Yoko OnoBorn: 18-Feb-1933
Birthplace: Tokyo, Japan

Gender: Female
Race or Ethnicity: Asian
Sexual orientation: Straight
Occupation: Artist, Musician

Nationality: United States
Executive summary: Impenetrable musician, wife of John Lennon

Yoko Ono is the daughter of a Japanese pianist who gave up his career to marry into money -- Ono's mother was the granddaughter of the founder of Yasuda Bank. Young Yoko was educated at Gakushuin School, considered among that nation's most prestigious private schools. She learned piano and studied opera from a very early age, and her classmates included the children of the Emperor.

In 1945, her mother either suspected or was warned that America would bomb Tokyo, and took the family to safety far from the city before the bombs began falling. 1952, Ono returned to America to attend Sarah Lawrence College, where she studied music and showed a keen interest in avant-garde, minimalist, or simply bizarre music. She began staging performances of her own experimentalist music, including a composition that included the sounds of a toilet flushing.
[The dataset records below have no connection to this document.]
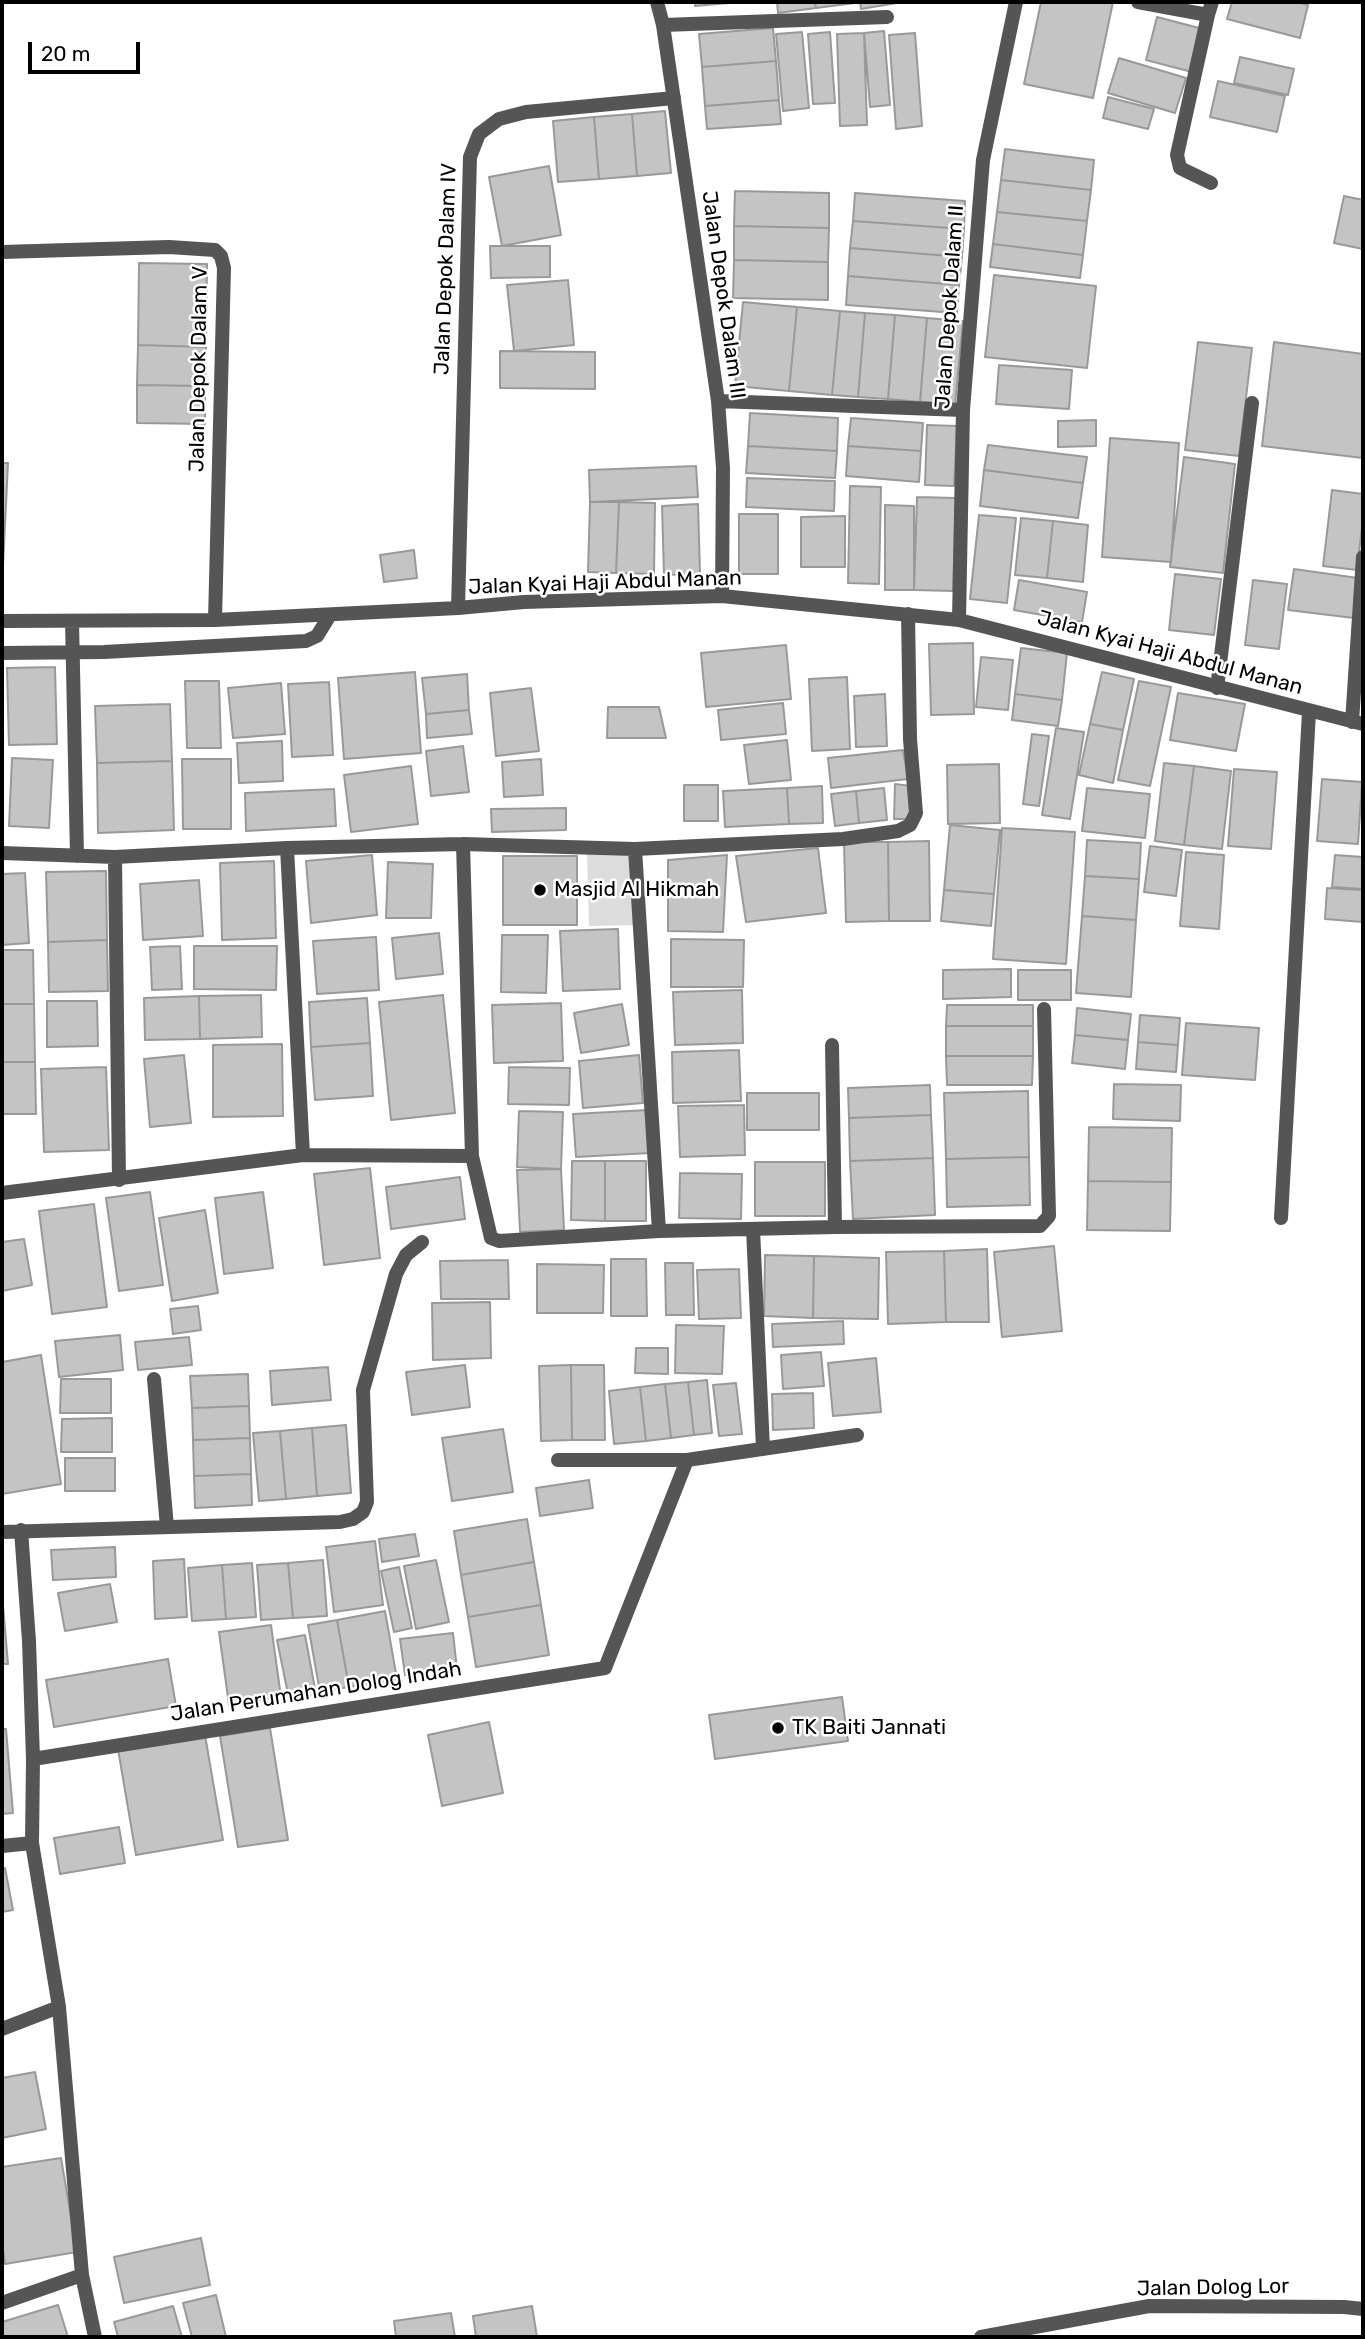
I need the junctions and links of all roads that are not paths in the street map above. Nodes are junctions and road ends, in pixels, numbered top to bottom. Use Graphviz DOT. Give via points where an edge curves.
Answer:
graph roads {
  1 [pos="657,2"];
  2 [pos="1016,2"];
  3 [pos="1138,2"];
  4 [pos="1210,8"];
  5 [pos="887,17"];
  6 [pos="663,25"];
  7 [pos="674,98"];
  8 [pos="1211,183"];
  9 [pos="2,252"];
  10 [pos="718,401"];
  11 [pos="1252,403"];
  12 [pos="963,410"];
  13 [pos="1363,556"];
  14 [pos="722,596"];
  15 [pos="458,608"];
  16 [pos="908,614"];
  17 [pos="330,615"];
  18 [pos="215,620"];
  19 [pos="959,620"];
  20 [pos="2,621"];
  21 [pos="72,621"];
  22 [pos="73,652"];
  23 [pos="2,653"];
  24 [pos="1217,688"];
  25 [pos="1309,712"];
  26 [pos="1357,723"];
  27 [pos="463,844"];
  28 [pos="287,848"];
  29 [pos="635,849"];
  30 [pos="2,853"];
  31 [pos="77,856"];
  32 [pos="115,857"];
  33 [pos="1044,1009"];
  34 [pos="832,1045"];
  35 [pos="303,1156"];
  36 [pos="472,1156"];
  37 [pos="119,1180"];
  38 [pos="2,1193"];
  39 [pos="1281,1218"];
  40 [pos="835,1227"];
  41 [pos="753,1229"];
  42 [pos="659,1231"];
  43 [pos="422,1242"];
  44 [pos="154,1378"];
  45 [pos="857,1435"];
  46 [pos="763,1449"];
  47 [pos="558,1460"];
  48 [pos="687,1460"];
  49 [pos="167,1527"];
  50 [pos="21,1530"];
  51 [pos="2,1532"];
  52 [pos="33,1759"];
  53 [pos="32,1843"];
  54 [pos="2,1846"];
  55 [pos="59,2007"];
  56 [pos="2,2029"];
  57 [pos="82,2275"];
  58 [pos="2,2302"];
  59 [pos="1363,2309"];
  60 [pos="95,2337"];
  61 [pos="981,2337"];
  1 -- 6 [label="street, Jalan Depok Dalam III"];
  2 -- 12 [label="street, Jalan Depok Dalam II" via="983,160"];
  3 -- 4 [label="street"];
  4 -- 8 [label="street" via="1177,155 1180,168"];
  5 -- 6 [label="street"];
  6 -- 7 [label="street, Jalan Depok Dalam III"];
  7 -- 10 [label="street, Jalan Depok Dalam III"];
  7 -- 15 [label="street, Jalan Depok Dalam IV" via="526,112 499,119 479,134 474,145 470,157"];
  9 -- 18 [label="street, Jalan Depok Dalam V" via="169,247 215,250 221,256"];
  10 -- 12 [label="street"];
  10 -- 14 [label="street, Jalan Depok Dalam III" via="723,468"];
  11 -- 24 [label="street"];
  12 -- 19 [label="street, Jalan Depok Dalam II"];
  13 -- 26 [label="street"];
  14 -- 15 [label="street, Jalan Kyai Haji Abdul Manan"];
  14 -- 16 [label="street, Jalan Kyai Haji Abdul Manan"];
  15 -- 17 [label="street, Jalan Kyai Haji Abdul Manan"];
  16 -- 19 [label="street, Jalan Kyai Haji Abdul Manan"];
  16 -- 29 [label="street" via="916,813 910,825 843,839"];
  17 -- 18 [label="street, Jalan Kyai Haji Abdul Manan"];
  17 -- 22 [label="street" via="317,636 306,641"];
  18 -- 21 [label="street, Jalan Kyai Haji Abdul Manan"];
  19 -- 24 [label="street, Jalan Kyai Haji Abdul Manan"];
  20 -- 21 [label="street, Jalan Kyai Haji Abdul Manan"];
  21 -- 22 [label="street"];
  22 -- 23 [label="street"];
  22 -- 31 [label="street"];
  24 -- 25 [label="street, Jalan Kyai Haji Abdul Manan"];
  25 -- 26 [label="street, Jalan Kyai Haji Abdul Manan"];
  25 -- 39 [label="street"];
  27 -- 28 [label="street"];
  27 -- 29 [label="street"];
  27 -- 36 [label="street"];
  28 -- 32 [label="street"];
  28 -- 35 [label="street"];
  29 -- 42 [label="street"];
  30 -- 31 [label="street"];
  31 -- 32 [label="street"];
  32 -- 37 [label="street"];
  33 -- 40 [label="street" via="1047,1221 1030,1227"];
  34 -- 40 [label="street"];
  35 -- 36 [label="street"];
  35 -- 37 [label="street"];
  36 -- 42 [label="street" via="491,1238"];
  37 -- 38 [label="street"];
  40 -- 41 [label="street"];
  41 -- 42 [label="street"];
  41 -- 46 [label="street"];
  43 -- 49 [label="street" via="406,1255 396,1275 363,1390 367,1502 363,1512 340,1522"];
  44 -- 49 [label="street"];
  45 -- 46 [label="street"];
  46 -- 48 [label="street"];
  47 -- 48 [label="street"];
  48 -- 52 [label="street, Jalan Perumahan Dolog Indah" via="605,1668"];
  49 -- 50 [label="street"];
  50 -- 51 [label="street"];
  50 -- 52 [label="street"];
  52 -- 53 [label="street"];
  53 -- 54 [label="street"];
  53 -- 55 [label="street"];
  55 -- 56 [label="street"];
  55 -- 57 [label="street"];
  57 -- 58 [label="street"];
  57 -- 60 [label="street"];
  59 -- 61 [label="street, Jalan Dolog Lor" via="1149,2306"];
}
Ono married composer and pianist Toshi Ichiyanagi, then attempted suicide, and was institutionalized in Japan. At the mental hospital she met jazz musician Anthony Cox, and when she discovered she was carrying his child she divorced Ichiyanagi and married Cox, but he had mood swings wilder than Ono's and she promptly had the marriage annulled. Cox apologized, and Ono was pregnant, so they remarried before their daughter was born. By the mid-1960s their new family was living in New York, where Ono dabbled in music, performance art, short films, and performance art like "Cut Piece," wherein audience members were given scissors and invited to cut away her clothing.

Among her short film concoctions, Ono made No. 4 (also known as Bottoms), a short film of 365 volunteers' naked buttocks; Up Your Legs Forever with the camera ogling people's unclothed legs; Fly following a fly as it crawled over a naked woman's body; and Freedom, wherein a woman attempted to remove her bra without success.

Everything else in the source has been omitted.